▶ **Stored items**

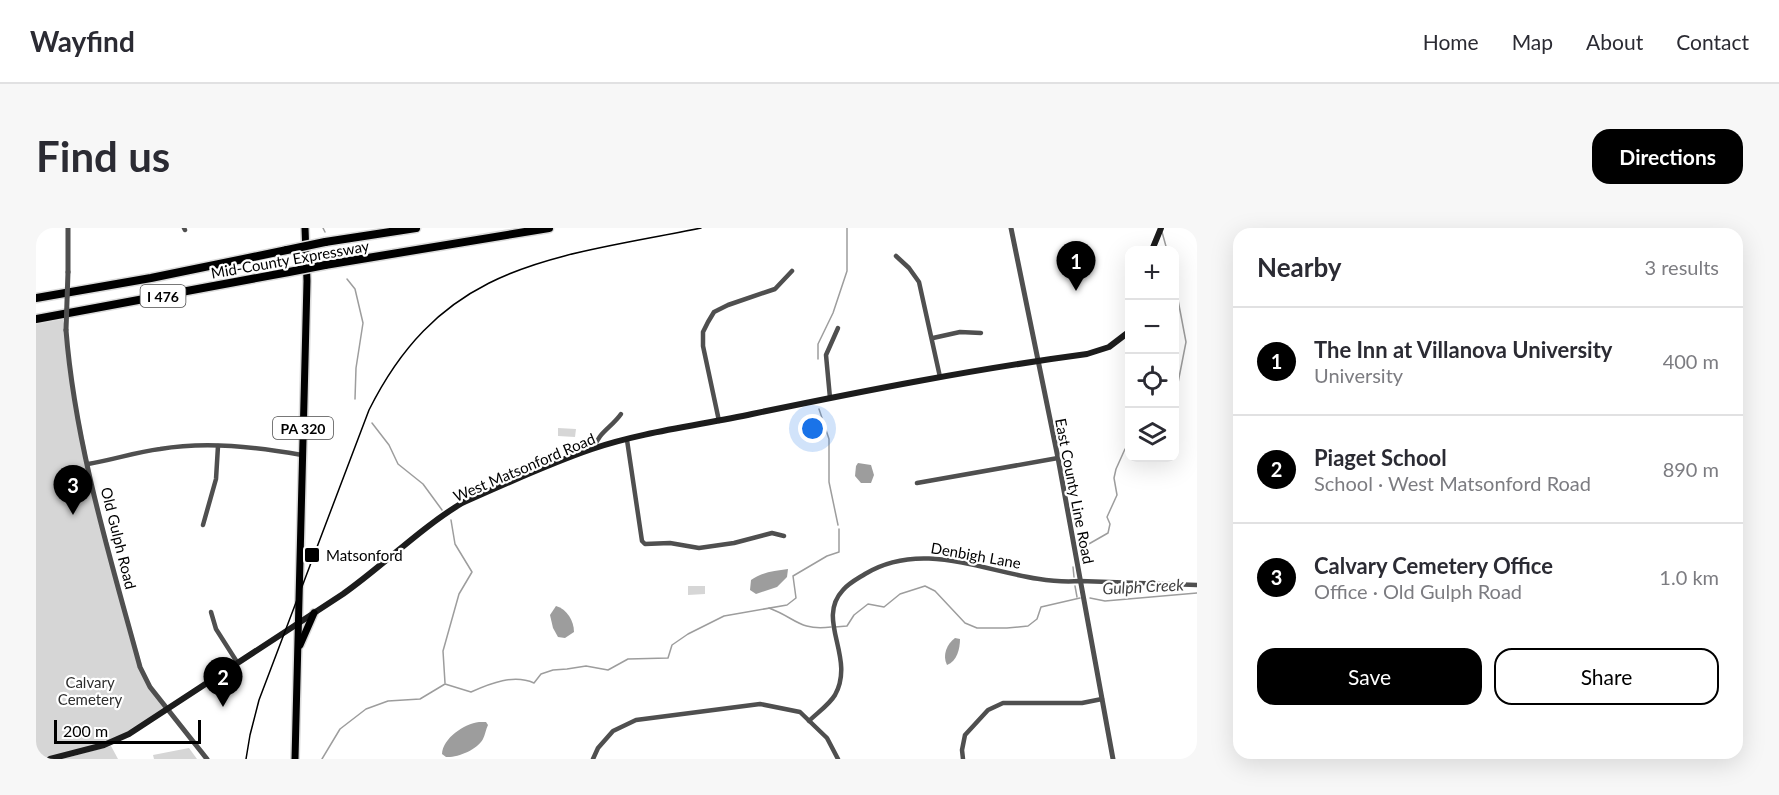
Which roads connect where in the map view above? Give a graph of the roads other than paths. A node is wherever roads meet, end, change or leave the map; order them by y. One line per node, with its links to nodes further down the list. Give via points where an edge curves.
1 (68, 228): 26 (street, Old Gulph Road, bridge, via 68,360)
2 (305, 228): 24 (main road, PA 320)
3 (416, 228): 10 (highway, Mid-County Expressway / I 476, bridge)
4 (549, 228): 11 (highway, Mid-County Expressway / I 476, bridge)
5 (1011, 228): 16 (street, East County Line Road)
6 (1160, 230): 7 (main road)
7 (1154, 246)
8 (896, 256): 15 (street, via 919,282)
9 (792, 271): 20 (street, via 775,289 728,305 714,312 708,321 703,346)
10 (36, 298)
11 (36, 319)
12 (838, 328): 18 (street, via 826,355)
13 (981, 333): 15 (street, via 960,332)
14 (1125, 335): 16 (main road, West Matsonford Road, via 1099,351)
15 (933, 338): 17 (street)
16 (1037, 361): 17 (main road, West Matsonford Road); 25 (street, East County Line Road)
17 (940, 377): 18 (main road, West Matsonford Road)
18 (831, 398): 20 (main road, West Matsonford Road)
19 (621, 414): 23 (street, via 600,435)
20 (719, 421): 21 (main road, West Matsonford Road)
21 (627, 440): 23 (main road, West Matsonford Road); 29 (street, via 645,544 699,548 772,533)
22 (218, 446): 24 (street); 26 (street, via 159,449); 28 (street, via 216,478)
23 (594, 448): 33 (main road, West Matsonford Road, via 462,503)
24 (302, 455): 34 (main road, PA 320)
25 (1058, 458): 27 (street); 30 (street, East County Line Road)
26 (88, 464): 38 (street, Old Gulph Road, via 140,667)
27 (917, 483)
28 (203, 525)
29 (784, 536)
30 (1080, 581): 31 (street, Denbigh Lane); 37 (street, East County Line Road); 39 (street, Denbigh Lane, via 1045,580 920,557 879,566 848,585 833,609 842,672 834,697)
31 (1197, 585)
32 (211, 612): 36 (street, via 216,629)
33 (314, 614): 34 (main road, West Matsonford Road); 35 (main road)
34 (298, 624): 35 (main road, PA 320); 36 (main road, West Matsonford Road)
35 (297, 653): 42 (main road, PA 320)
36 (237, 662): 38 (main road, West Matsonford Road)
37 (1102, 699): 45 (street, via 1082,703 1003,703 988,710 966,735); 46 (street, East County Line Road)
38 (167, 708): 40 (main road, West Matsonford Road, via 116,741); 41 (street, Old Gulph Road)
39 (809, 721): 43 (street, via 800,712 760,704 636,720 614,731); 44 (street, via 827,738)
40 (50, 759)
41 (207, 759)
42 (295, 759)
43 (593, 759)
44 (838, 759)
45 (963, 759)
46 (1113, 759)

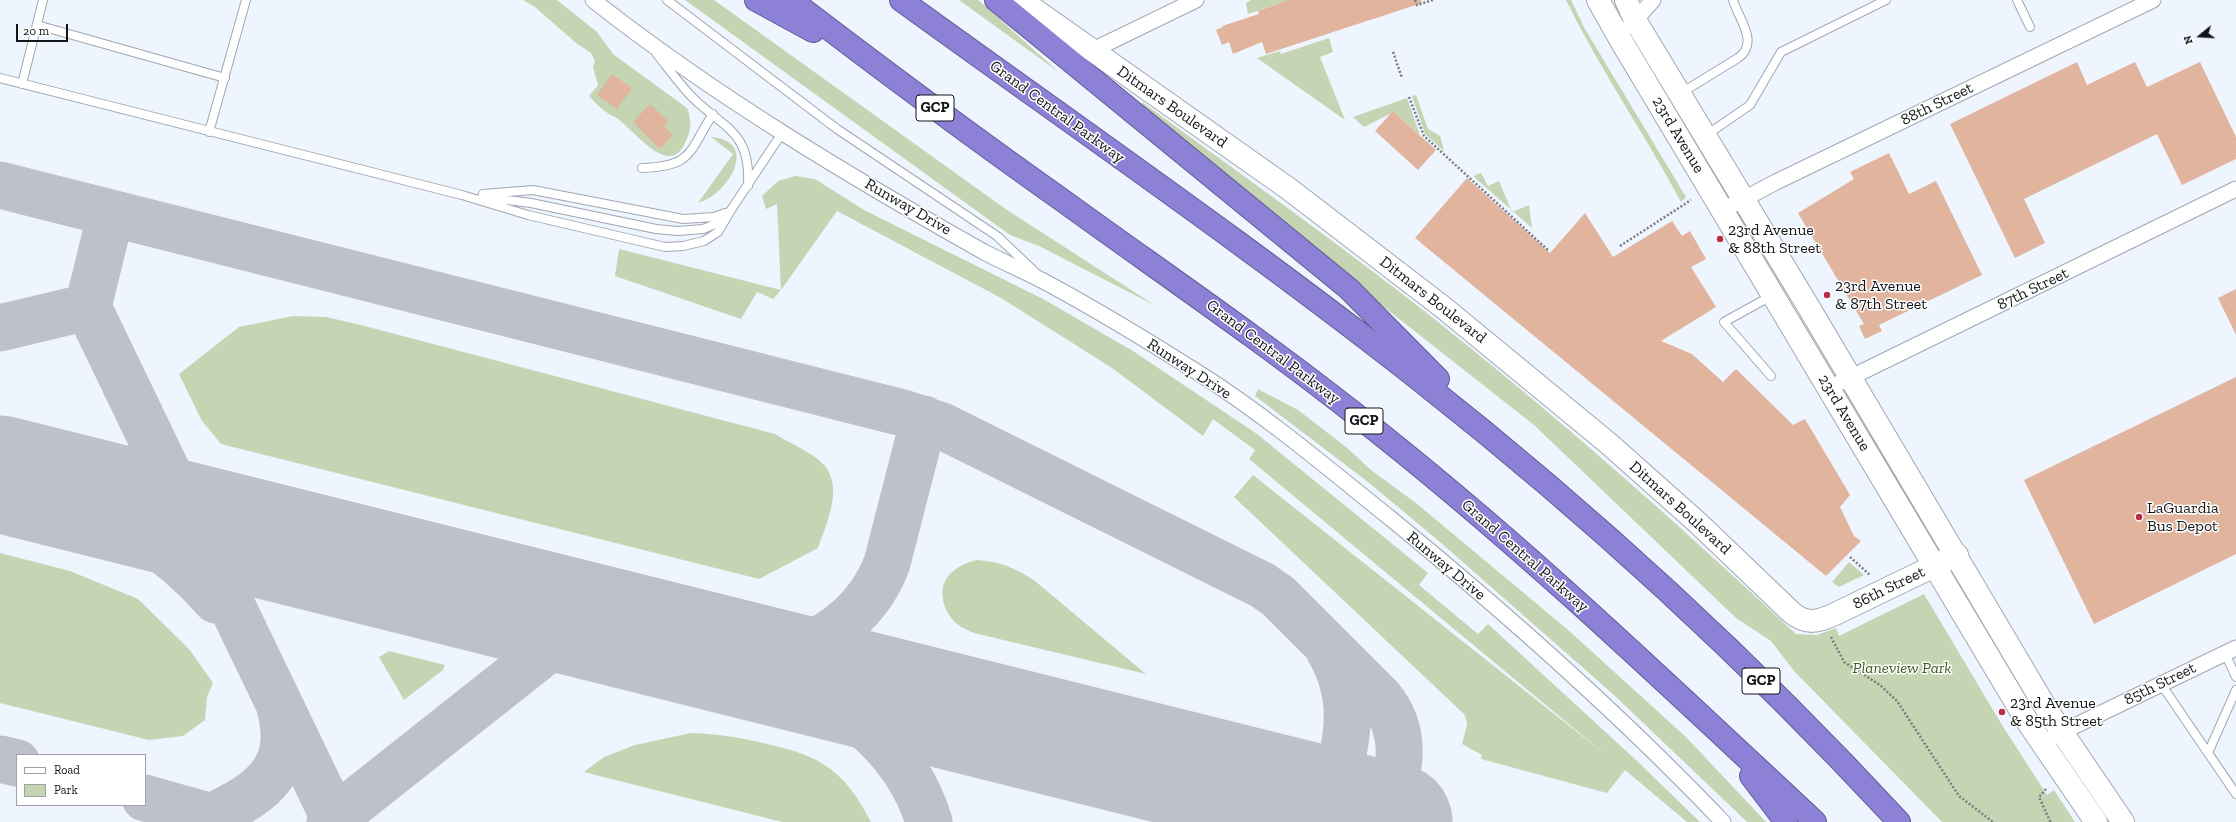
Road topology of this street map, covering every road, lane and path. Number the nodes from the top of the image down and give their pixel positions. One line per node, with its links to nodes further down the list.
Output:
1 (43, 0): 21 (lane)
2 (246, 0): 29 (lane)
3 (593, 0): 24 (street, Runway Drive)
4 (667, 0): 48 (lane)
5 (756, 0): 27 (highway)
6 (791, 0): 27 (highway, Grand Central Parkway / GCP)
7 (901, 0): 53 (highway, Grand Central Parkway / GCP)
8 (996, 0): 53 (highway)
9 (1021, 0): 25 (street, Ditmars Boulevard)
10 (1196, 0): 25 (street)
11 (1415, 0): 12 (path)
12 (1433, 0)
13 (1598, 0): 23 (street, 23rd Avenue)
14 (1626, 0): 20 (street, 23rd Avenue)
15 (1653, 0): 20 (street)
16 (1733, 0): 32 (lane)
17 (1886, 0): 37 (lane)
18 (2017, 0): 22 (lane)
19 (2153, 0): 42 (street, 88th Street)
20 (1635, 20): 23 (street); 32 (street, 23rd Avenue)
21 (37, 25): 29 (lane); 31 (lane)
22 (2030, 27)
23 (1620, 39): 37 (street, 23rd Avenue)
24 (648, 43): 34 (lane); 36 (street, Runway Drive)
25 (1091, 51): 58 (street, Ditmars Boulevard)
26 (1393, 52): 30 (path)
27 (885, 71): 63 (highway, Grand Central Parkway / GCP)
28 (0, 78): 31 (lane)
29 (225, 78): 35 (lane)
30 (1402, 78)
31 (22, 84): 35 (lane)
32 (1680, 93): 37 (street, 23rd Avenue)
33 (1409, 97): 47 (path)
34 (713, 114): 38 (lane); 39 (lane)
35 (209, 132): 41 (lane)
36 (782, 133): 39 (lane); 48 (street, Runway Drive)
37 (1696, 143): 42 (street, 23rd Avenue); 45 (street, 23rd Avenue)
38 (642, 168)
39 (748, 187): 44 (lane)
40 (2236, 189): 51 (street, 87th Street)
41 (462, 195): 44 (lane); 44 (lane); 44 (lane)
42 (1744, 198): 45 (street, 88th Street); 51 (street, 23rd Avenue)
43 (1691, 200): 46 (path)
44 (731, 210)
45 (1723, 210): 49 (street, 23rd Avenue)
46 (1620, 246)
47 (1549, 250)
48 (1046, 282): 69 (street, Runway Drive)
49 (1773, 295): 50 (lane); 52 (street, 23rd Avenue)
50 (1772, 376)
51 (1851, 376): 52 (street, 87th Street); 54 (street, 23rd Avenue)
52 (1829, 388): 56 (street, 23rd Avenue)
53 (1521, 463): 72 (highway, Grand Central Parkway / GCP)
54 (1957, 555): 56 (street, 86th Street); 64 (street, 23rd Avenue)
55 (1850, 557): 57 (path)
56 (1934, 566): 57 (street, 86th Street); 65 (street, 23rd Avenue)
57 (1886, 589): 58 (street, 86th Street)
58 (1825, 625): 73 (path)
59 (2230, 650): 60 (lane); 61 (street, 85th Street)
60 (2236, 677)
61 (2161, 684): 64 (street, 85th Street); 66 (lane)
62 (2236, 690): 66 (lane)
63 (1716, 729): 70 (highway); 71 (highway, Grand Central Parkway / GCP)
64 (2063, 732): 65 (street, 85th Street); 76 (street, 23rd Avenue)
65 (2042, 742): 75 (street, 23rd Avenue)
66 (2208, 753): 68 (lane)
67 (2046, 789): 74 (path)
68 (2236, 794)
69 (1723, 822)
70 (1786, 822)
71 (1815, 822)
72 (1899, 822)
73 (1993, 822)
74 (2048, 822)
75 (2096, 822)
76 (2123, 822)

...

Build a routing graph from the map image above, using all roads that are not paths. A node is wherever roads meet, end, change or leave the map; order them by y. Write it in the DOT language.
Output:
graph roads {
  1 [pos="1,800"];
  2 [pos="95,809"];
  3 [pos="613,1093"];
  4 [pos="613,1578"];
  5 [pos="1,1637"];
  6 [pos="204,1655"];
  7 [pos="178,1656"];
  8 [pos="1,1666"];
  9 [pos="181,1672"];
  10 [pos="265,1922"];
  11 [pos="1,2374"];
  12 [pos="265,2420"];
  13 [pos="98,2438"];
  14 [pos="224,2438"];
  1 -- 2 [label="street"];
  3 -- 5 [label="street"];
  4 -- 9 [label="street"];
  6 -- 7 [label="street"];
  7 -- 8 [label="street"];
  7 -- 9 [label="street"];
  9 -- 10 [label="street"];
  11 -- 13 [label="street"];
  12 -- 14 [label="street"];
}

▶ **Work to complete**
Copy every line of the data above in which the string "image" appears.

▶ **Answer for this exercise**
Road topology of this street map, covering every road, lane and path. Number the nodes from the top of the image down and give their pixel positions. One line per node, with its links to nodes further down the list.
Build a routing graph from the map image above, using all roads that are not paths. A node is wherever roads meet, end, change or leave the map; order them by y. Write it in the DOT language.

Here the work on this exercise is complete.